* Your instructions
Could you print all the entries exactly?

* Provided information
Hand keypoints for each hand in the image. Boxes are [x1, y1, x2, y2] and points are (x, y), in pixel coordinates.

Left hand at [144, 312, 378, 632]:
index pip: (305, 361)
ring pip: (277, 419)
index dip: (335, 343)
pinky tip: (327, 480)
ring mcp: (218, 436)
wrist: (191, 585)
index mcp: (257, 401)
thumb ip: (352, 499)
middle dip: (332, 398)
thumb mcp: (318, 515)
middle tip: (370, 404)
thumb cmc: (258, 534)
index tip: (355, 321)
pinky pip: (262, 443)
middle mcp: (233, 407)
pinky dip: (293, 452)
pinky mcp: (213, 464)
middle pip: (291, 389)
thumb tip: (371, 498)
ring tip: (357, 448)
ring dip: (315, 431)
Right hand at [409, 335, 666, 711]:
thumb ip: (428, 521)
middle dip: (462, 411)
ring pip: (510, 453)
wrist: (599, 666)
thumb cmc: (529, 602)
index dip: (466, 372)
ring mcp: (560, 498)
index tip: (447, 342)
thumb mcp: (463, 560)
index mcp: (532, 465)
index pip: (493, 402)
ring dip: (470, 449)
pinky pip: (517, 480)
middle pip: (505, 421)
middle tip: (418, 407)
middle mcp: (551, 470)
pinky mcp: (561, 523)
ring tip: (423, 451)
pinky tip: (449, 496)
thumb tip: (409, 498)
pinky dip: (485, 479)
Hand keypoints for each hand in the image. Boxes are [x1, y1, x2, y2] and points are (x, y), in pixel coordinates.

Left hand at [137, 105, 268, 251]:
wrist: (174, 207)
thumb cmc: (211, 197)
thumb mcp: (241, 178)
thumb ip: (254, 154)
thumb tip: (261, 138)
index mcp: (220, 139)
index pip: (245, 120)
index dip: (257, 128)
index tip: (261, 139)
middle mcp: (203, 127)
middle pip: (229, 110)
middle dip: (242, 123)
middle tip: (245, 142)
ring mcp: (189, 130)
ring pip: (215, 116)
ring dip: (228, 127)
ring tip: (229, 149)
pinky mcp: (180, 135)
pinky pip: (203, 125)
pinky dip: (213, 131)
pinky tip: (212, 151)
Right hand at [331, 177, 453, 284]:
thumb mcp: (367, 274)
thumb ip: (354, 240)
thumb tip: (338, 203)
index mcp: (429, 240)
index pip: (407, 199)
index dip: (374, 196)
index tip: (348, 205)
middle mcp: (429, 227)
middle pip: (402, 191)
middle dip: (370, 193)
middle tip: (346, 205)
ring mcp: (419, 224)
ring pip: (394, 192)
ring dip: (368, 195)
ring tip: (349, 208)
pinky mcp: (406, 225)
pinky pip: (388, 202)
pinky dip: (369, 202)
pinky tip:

* Exercise result
Hand keypoints for each hand in the image. Boxes are [x1, y1, x2, y2] and points are (x, y), in pixel coordinates.

Left hand at [144, 312, 378, 632]:
index pip: (305, 361)
ring pip: (277, 419)
index dip: (335, 343)
pinky tip: (327, 480)
ring mcp: (218, 436)
wrist: (191, 585)
index mcp: (257, 401)
thumb ip: (352, 499)
middle dip: (332, 398)
thumb mcp: (318, 515)
middle tip: (370, 404)
thumb cmc: (258, 534)
index tip: (355, 321)
pinky pip: (262, 443)
middle mcp: (233, 407)
pinky dip: (293, 452)
pinky mcp: (213, 464)
middle pip: (291, 389)
thumb tip: (371, 498)
ring tip: (357, 448)
ring dip: (315, 431)
Right hand at [409, 335, 666, 711]:
thumb ip: (428, 521)
middle dip: (462, 411)
ring pip: (510, 453)
wrist: (599, 666)
thumb cmc: (529, 602)
index dip: (466, 372)
ring mcp: (560, 498)
index tip: (447, 342)
thumb mcp: (463, 560)
index mcp: (532, 465)
index pip: (493, 402)
ring dip: (470, 449)
pinky pip: (517, 480)
middle pip: (505, 421)
middle tip: (418, 407)
middle mcp: (551, 470)
pinky mcp: (561, 523)
ring tip: (423, 451)
pinky tip: (449, 496)
thumb tip: (409, 498)
pinky dip: (485, 479)
Hand keypoints for each hand in the image. Boxes are [x1, y1, x2, y2] and points are (x, y), in pixel coordinates.

Left hand at [137, 105, 268, 251]:
wrist: (174, 207)
thumb cmc: (211, 197)
thumb mcp: (241, 178)
thumb ip: (254, 154)
thumb tip: (261, 138)
index mcp: (220, 139)
index pip: (245, 120)
index dip: (257, 128)
index tip: (261, 139)
middle mcp: (203, 127)
middle pip: (229, 110)
middle dip: (242, 123)
middle tip: (245, 142)
ring mcp: (189, 130)
ring pip: (215, 116)
ring dip: (228, 127)
ring tip: (229, 149)
pinky mcp: (180, 135)
pinky pip: (203, 125)
pinky dip: (213, 131)
pinky tip: (212, 151)
Right hand at [331, 177, 453, 284]:
thumb mcp: (367, 274)
thumb ip: (354, 240)
thumb tip: (338, 203)
index mcp: (429, 240)
index pip: (407, 199)
index dip: (374, 196)
index tip: (348, 205)
middle mcp: (429, 227)
middle pip: (402, 191)
middle dip: (370, 193)
middle tip: (346, 205)
ring mcp: (419, 224)
ring pip: (394, 192)
ring dip: (368, 195)
ring tip: (349, 208)
pinky mcp: (406, 225)
pinky pip: (388, 202)
pinky dip: (369, 202)
pinky tip:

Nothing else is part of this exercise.